Let’s talk gambling
Coming up for air through counselling partnership

Sue Battle (left) and Sandra Luxford, photo: John Ansell
by Leith Hillard
Financial counsellor Sue Battle and therapeutic counsellor Sandra Luxford both repeat the word ‘rapport’ to describe the essence of their working partnership.
It’s a bond making a big difference in the lives of their clients at Latrobe Community Health Service (LCHS), where the two women collaborate to help their clients break the challenging cycle of gambling harm. It’s a collaboration that acknowledges the bounce between stress and gambling – gambling leads to stress; stress leads to gambling and back and forth.
Sue and Sandra offer their broad range of supports across a huge slice of Victoria, seeing clients from Pakenham to Phillip Island through the Latrobe Valley and up to the New South Wales border. They’re clear with the clients they share about their particular expertise and might also work alongside LCHS drug, alcohol and family counsellors.
Sandra works with clients to help them feel safe and manage their emotions, especially the stress that drives them to gamble.
Stopping gambling in its tracks
‘I don’t fix people,’ she says, ‘but I give them the tools to help themselves. I teach them visualisation to distract their thoughts so they become more stable. They have to tackle that reflex to pick up their phone or go to a pokies venue. How do you stop them in their tracks? They learn to use breathing exercises and go to a safe space in their mind, but I also see their stress lessen when the financial stresses lessen.
‘With Sue’s expertise, we see a release of the stranglehold of mounting debts and unpaid bills. They begin to have more hope and more motivation to get out of the quagmire.’
‘I don’t fix people,’ she says, ‘but I give them the tools to help themselves.’ - Sandra Luxford
Sandra emphasises that she’s ‘not a numbers person. I’m more about words and emotions’. However Sue insists that financial counselling has ‘nothing to do with figures.
‘It’s knowing the law and holding creditors to account through the National Credit Code. I need to understand about 25 pieces of legislation from bankruptcy law to telecommunications law and children, youth and families law.’
They talk about one client’s life being transformed through their collaboration and his determination to change.
‘He had a diagnosis of post-traumatic stress disorder,’ recalls Sue. ‘A work injury will prevent him from ever returning to his $3000-per-week job and he was soon to move from income protection onto Newstart payments of $550 per fortnight.’

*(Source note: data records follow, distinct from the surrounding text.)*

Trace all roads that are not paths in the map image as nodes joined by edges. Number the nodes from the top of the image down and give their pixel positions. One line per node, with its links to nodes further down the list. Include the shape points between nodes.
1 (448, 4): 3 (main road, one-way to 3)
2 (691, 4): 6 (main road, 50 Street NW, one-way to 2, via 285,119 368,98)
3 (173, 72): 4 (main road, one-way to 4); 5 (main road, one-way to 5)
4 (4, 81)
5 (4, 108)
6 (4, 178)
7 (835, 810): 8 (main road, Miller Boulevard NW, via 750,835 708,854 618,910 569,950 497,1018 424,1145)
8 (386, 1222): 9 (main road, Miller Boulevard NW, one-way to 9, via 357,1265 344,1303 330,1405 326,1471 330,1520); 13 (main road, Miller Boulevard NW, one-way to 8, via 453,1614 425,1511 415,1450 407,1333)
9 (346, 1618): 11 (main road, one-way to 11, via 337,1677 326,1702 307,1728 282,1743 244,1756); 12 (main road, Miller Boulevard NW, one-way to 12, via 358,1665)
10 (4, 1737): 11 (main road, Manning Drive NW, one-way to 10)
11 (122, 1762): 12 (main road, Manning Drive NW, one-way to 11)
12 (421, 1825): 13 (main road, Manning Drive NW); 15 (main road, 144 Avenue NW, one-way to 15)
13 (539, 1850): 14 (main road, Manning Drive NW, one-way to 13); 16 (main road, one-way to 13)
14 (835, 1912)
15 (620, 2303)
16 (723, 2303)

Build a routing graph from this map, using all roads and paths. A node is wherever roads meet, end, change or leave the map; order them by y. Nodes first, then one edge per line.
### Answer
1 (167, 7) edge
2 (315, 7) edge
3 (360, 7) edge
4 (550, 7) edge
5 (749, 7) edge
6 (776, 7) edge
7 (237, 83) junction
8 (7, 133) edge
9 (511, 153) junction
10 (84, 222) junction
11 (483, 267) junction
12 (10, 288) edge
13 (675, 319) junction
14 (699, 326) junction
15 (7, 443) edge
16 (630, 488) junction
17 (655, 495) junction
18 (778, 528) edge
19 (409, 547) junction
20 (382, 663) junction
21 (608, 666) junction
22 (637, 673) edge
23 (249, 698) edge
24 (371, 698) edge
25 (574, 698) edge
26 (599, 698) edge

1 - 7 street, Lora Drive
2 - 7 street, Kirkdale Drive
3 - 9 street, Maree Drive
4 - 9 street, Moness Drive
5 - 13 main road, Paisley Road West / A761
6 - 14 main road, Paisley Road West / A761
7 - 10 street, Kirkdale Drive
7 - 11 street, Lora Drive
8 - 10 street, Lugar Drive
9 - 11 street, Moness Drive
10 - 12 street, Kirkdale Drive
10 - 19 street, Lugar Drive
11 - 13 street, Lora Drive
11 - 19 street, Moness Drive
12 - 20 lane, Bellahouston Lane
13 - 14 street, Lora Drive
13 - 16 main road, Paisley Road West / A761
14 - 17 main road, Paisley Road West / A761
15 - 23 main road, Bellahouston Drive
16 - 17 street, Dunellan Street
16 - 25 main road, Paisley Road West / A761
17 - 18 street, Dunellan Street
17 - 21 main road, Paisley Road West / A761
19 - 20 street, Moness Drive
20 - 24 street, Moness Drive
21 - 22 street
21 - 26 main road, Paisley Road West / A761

With time on his hands, he described himself as ‘zoning out’ at gaming venues. His losses inevitably mounted.
The bank had given him repeat loans he had no capacity to service.
He had two mortgaged properties and was granted another in a series of personal loans. Twenty days later, he applied to refinance that loan. Several weeks after that he applied again. While that third loan was refused, the client was never asked to provide medical documents to show that a return to work was feasible. It wasn’t. Asked how he would repay the loans when income protection stopped, he blithely told the bank he would ‘just go and get a job’. But that wasn’t medically possible. The bank had given him repeat loans he had no capacity to service.
Holding creditors to account
Sue and Sandra began to work with the client in tandem and he quickly excluded himself from pokies venues and stopped gambling. Sue negotiated with his phone plan provider and the Australian Tax Office, referred him to a total and permanent disability lawyer, and provided assistance with superannuation and budgeting on his much-reduced income.
Most significantly, however, this textbook case of irresponsible lending enabled Sue to get all the client’s loans and credit card debt waived by the bank. He went from owing to $460,000 to a debt of zero.
Clients are present to advise and authorise Sue throughout some credit negotiations, while Sandra sits alongside to ensure they’re not overwhelmed by the stress.
‘I draw them back to the tools they’ve already learnt to calm themselves,’ she says. ‘It’s about the trust between the three of us.’
'What you get in the end is a person who finds themselves.' - Sandra Luxford
Sue and Sandra share the view that the other is an expert in her field.
While Sue sees her role as ‘closing Pandora’s Box and putting a band aid on it,’ Sandra admires Sue’s strong advocacy skills.
‘She gets really big results through her deep knowledge and dedication to task.’
Meanwhile, Sue admires the way that Sandra ‘leads by example.
‘She sees clients who are emotionally volatile and calms them down by being calm herself,’ Sue says.
Coming up for air
‘Addiction means there are always underlying issues,’ says Sandra. ‘There are reasons they don’t feel comfortable in their skin, but they can only be dealt with once the immediate financial pressures have eased.’
And so the client comes up for air, but they’re rarely the only person who’s been suffering because of their gambling addiction. For each person who gambles in a problematic way, up to six others are negatively affected.
‘We’ve had partners say that when he was gambling he was never really there,’ continues Sandra. ‘“Now he’s present again. He talks back. Wow!”
‘What you get in the end is a person who finds themselves. They get back the person they used to be and the person they want to be.